To do: Copy out the data exactly, leaving the pictures behind.

Data excerpt:
[Start of Attachment]

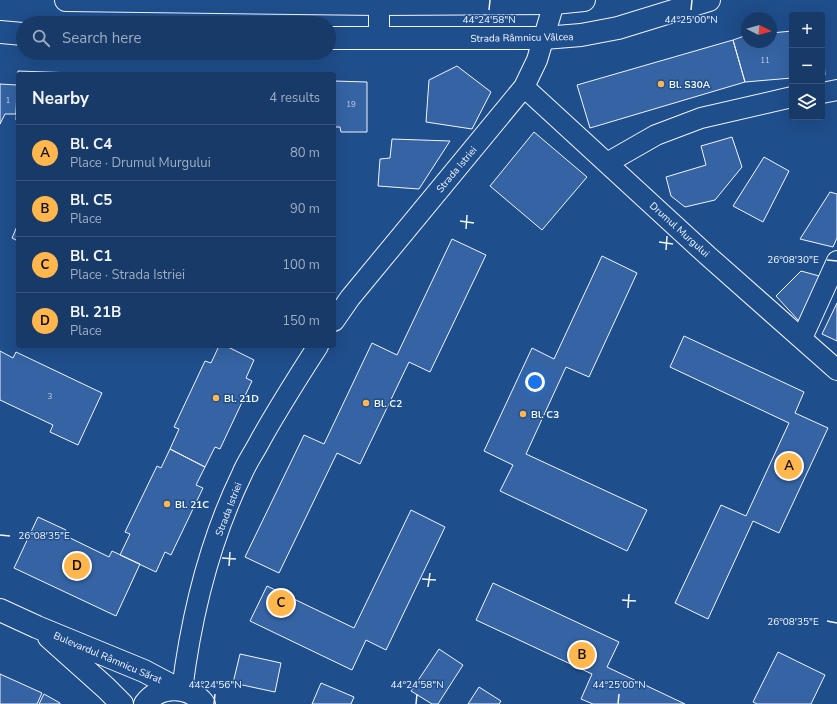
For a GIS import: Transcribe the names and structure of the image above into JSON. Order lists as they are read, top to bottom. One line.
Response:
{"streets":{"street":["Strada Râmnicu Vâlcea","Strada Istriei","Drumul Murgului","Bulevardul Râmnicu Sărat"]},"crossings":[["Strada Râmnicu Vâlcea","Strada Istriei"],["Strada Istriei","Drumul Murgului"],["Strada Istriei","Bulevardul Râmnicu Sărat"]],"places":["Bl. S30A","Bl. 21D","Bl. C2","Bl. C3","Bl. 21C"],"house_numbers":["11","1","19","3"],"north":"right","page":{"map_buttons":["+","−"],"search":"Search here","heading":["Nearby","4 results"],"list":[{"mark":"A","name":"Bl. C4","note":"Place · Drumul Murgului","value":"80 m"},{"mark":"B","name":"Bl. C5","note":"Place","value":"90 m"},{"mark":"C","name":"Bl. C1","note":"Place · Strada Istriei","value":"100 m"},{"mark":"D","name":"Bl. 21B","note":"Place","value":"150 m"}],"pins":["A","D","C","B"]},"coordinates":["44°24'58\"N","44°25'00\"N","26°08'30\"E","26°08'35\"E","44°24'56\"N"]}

[End of Attachment]

Result:
For a GIS import: Transcribe the names and structure of the image above into JSON. Order lists as they are read, top to bottom. One line.
Response:
{"streets":{"street":["Strada Râmnicu Vâlcea","Strada Istriei","Drumul Murgului","Bulevardul Râmnicu Sărat"]},"crossings":[["Strada Râmnicu Vâlcea","Strada Istriei"],["Strada Istriei","Drumul Murgului"],["Strada Istriei","Bulevardul Râmnicu Sărat"]],"places":["Bl. S30A","Bl. 21D","Bl. C2","Bl. C3","Bl. 21C"],"house_numbers":["11","1","19","3"],"north":"right","page":{"map_buttons":["+","−"],"search":"Search here","heading":["Nearby","4 results"],"list":[{"mark":"A","name":"Bl. C4","note":"Place · Drumul Murgului","value":"80 m"},{"mark":"B","name":"Bl. C5","note":"Place","value":"90 m"},{"mark":"C","name":"Bl. C1","note":"Place · Strada Istriei","value":"100 m"},{"mark":"D","name":"Bl. 21B","note":"Place","value":"150 m"}],"pins":["A","D","C","B"]},"coordinates":["44°24'58\"N","44°25'00\"N","26°08'30\"E","26°08'35\"E","44°24'56\"N"]}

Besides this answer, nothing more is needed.